*** Opening of Supplied records ***

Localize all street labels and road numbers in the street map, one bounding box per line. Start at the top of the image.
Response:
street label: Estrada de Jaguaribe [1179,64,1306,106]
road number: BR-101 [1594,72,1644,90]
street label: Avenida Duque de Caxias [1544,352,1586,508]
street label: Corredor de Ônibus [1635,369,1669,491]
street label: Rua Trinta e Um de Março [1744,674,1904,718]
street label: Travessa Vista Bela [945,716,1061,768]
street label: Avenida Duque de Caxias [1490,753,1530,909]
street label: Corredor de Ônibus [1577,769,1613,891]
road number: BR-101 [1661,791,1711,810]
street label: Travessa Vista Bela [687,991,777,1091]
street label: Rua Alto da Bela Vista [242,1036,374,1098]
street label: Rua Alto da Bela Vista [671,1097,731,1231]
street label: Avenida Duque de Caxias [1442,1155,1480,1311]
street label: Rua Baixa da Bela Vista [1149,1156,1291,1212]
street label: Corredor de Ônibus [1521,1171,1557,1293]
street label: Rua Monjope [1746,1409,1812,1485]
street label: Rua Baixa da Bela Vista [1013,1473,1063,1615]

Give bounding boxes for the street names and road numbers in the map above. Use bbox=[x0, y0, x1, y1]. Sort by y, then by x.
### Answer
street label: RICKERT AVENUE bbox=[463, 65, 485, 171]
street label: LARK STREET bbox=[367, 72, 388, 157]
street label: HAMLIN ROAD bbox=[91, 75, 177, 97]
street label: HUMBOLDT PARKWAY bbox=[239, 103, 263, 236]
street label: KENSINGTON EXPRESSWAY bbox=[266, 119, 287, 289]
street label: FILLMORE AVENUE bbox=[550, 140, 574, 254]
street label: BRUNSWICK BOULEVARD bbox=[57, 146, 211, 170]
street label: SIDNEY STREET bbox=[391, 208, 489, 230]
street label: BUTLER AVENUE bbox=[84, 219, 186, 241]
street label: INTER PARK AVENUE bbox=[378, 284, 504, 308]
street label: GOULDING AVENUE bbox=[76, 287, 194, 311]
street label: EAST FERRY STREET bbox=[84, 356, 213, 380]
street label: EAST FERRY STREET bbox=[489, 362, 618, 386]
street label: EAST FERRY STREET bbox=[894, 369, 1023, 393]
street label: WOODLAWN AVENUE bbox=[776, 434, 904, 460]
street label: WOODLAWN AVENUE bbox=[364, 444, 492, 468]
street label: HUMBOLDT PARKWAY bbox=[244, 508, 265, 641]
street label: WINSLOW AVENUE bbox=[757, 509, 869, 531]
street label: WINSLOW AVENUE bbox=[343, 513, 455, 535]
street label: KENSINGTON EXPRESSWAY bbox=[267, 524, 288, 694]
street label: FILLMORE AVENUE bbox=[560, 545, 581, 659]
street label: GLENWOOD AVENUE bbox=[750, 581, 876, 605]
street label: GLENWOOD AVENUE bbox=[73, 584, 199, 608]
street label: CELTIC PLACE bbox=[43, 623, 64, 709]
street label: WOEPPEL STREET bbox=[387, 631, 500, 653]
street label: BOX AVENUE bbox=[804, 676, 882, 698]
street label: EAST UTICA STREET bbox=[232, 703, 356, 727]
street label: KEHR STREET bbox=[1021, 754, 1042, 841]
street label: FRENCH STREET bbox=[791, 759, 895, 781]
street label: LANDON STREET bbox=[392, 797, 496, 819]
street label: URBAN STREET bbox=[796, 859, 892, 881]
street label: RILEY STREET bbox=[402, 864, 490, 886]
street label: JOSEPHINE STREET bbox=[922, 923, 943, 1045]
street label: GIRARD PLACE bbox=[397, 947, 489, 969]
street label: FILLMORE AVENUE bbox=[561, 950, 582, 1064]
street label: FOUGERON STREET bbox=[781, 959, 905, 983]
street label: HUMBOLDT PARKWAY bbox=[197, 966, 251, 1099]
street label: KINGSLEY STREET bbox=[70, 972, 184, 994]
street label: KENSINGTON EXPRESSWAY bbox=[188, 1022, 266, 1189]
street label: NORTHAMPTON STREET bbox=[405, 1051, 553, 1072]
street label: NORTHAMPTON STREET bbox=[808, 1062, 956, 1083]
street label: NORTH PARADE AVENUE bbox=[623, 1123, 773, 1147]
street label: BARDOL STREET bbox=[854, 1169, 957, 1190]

*** Close of Supplied records ***

§ Task prompt
Please print out every entry again, exactly as it reads.

§ Exercise response
Localize all street labels and road numbers in the street map, one bounding box per line. Start at the top of the image.
Response:
street label: Estrada de Jaguaribe [1179,64,1306,106]
road number: BR-101 [1594,72,1644,90]
street label: Avenida Duque de Caxias [1544,352,1586,508]
street label: Corredor de Ônibus [1635,369,1669,491]
street label: Rua Trinta e Um de Março [1744,674,1904,718]
street label: Travessa Vista Bela [945,716,1061,768]
street label: Avenida Duque de Caxias [1490,753,1530,909]
street label: Corredor de Ônibus [1577,769,1613,891]
road number: BR-101 [1661,791,1711,810]
street label: Travessa Vista Bela [687,991,777,1091]
street label: Rua Alto da Bela Vista [242,1036,374,1098]
street label: Rua Alto da Bela Vista [671,1097,731,1231]
street label: Avenida Duque de Caxias [1442,1155,1480,1311]
street label: Rua Baixa da Bela Vista [1149,1156,1291,1212]
street label: Corredor de Ônibus [1521,1171,1557,1293]
street label: Rua Monjope [1746,1409,1812,1485]
street label: Rua Baixa da Bela Vista [1013,1473,1063,1615]

Give bounding boxes for the street names and road numbers in the map above. Use bbox=[x0, y0, x1, y1]. Sort by y, then by x.
### Answer
street label: RICKERT AVENUE bbox=[463, 65, 485, 171]
street label: LARK STREET bbox=[367, 72, 388, 157]
street label: HAMLIN ROAD bbox=[91, 75, 177, 97]
street label: HUMBOLDT PARKWAY bbox=[239, 103, 263, 236]
street label: KENSINGTON EXPRESSWAY bbox=[266, 119, 287, 289]
street label: FILLMORE AVENUE bbox=[550, 140, 574, 254]
street label: BRUNSWICK BOULEVARD bbox=[57, 146, 211, 170]
street label: SIDNEY STREET bbox=[391, 208, 489, 230]
street label: BUTLER AVENUE bbox=[84, 219, 186, 241]
street label: INTER PARK AVENUE bbox=[378, 284, 504, 308]
street label: GOULDING AVENUE bbox=[76, 287, 194, 311]
street label: EAST FERRY STREET bbox=[84, 356, 213, 380]
street label: EAST FERRY STREET bbox=[489, 362, 618, 386]
street label: EAST FERRY STREET bbox=[894, 369, 1023, 393]
street label: WOODLAWN AVENUE bbox=[776, 434, 904, 460]
street label: WOODLAWN AVENUE bbox=[364, 444, 492, 468]
street label: HUMBOLDT PARKWAY bbox=[244, 508, 265, 641]
street label: WINSLOW AVENUE bbox=[757, 509, 869, 531]
street label: WINSLOW AVENUE bbox=[343, 513, 455, 535]
street label: KENSINGTON EXPRESSWAY bbox=[267, 524, 288, 694]
street label: FILLMORE AVENUE bbox=[560, 545, 581, 659]
street label: GLENWOOD AVENUE bbox=[750, 581, 876, 605]
street label: GLENWOOD AVENUE bbox=[73, 584, 199, 608]
street label: CELTIC PLACE bbox=[43, 623, 64, 709]
street label: WOEPPEL STREET bbox=[387, 631, 500, 653]
street label: BOX AVENUE bbox=[804, 676, 882, 698]
street label: EAST UTICA STREET bbox=[232, 703, 356, 727]
street label: KEHR STREET bbox=[1021, 754, 1042, 841]
street label: FRENCH STREET bbox=[791, 759, 895, 781]
street label: LANDON STREET bbox=[392, 797, 496, 819]
street label: URBAN STREET bbox=[796, 859, 892, 881]
street label: RILEY STREET bbox=[402, 864, 490, 886]
street label: JOSEPHINE STREET bbox=[922, 923, 943, 1045]
street label: GIRARD PLACE bbox=[397, 947, 489, 969]
street label: FILLMORE AVENUE bbox=[561, 950, 582, 1064]
street label: FOUGERON STREET bbox=[781, 959, 905, 983]
street label: HUMBOLDT PARKWAY bbox=[197, 966, 251, 1099]
street label: KINGSLEY STREET bbox=[70, 972, 184, 994]
street label: KENSINGTON EXPRESSWAY bbox=[188, 1022, 266, 1189]
street label: NORTHAMPTON STREET bbox=[405, 1051, 553, 1072]
street label: NORTHAMPTON STREET bbox=[808, 1062, 956, 1083]
street label: NORTH PARADE AVENUE bbox=[623, 1123, 773, 1147]
street label: BARDOL STREET bbox=[854, 1169, 957, 1190]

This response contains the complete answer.